--- Material for this task ---
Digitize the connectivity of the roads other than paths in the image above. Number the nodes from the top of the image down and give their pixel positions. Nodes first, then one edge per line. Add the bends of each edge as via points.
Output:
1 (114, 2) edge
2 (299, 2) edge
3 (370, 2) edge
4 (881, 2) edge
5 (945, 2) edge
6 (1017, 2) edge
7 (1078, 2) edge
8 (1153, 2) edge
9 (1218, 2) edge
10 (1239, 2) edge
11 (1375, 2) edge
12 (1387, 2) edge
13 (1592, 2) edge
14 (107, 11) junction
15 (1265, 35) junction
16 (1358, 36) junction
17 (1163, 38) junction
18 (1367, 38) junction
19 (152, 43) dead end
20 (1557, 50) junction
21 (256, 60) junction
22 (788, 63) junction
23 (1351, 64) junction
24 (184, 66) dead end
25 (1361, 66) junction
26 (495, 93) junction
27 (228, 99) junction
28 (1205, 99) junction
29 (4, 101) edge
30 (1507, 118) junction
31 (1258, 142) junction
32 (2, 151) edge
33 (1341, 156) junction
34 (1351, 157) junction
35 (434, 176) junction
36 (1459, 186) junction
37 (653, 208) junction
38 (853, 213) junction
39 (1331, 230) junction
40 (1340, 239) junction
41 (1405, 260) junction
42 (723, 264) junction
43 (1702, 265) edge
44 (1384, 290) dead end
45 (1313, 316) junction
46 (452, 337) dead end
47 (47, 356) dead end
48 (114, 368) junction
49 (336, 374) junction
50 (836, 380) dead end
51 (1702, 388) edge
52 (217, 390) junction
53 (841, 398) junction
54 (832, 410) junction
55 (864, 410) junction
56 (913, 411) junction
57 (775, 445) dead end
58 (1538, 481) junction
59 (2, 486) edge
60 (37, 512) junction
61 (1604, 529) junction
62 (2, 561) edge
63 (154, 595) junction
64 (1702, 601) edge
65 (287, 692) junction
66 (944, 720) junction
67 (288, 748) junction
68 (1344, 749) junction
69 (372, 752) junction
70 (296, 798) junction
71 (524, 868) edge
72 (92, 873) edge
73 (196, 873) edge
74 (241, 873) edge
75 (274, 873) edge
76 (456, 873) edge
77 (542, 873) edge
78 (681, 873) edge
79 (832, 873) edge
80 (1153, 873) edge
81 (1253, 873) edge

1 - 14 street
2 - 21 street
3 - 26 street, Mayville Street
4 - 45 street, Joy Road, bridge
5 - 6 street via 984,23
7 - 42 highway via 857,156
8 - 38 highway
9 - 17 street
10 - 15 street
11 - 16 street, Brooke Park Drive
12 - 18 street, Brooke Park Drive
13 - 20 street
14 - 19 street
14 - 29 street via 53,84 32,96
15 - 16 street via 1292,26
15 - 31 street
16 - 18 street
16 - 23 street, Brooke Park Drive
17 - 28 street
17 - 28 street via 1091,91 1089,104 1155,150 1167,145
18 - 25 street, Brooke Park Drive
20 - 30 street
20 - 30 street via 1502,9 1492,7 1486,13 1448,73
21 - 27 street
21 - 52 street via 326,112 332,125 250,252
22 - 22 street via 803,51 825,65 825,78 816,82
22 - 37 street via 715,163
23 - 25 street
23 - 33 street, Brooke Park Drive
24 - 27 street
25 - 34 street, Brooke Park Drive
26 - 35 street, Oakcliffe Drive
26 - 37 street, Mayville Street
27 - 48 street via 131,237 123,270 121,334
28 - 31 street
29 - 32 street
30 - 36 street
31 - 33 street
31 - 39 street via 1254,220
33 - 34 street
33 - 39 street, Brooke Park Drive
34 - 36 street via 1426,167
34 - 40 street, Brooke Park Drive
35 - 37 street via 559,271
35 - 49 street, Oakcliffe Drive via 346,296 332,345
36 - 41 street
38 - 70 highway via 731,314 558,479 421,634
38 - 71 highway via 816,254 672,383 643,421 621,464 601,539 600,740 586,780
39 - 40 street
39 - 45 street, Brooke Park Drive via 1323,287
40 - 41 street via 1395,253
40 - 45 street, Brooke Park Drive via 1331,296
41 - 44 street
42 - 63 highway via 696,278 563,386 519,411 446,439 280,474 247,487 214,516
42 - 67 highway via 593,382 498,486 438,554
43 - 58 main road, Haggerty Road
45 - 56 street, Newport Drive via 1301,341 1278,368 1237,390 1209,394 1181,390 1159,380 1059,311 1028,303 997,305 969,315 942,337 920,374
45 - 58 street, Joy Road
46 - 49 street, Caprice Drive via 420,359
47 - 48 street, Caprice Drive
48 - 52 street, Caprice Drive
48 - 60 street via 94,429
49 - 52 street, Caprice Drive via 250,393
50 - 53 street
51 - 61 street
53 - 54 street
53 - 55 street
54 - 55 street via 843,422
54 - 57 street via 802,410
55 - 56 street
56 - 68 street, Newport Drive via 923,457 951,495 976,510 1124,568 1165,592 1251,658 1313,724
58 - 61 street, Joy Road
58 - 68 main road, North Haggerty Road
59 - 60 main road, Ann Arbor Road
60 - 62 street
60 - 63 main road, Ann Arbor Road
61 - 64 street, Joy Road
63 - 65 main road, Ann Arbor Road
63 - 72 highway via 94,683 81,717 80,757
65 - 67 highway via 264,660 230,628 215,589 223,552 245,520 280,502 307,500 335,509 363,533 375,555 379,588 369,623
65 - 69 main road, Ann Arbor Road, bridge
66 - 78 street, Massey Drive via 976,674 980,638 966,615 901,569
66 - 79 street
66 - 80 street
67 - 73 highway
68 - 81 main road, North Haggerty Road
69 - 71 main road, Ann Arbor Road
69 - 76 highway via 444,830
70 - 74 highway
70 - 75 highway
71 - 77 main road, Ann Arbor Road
---
§ **Task prompt**
Looking at the data, how many lines hold the string "dead"? Reply with the number alone.

§ **Solution below**
7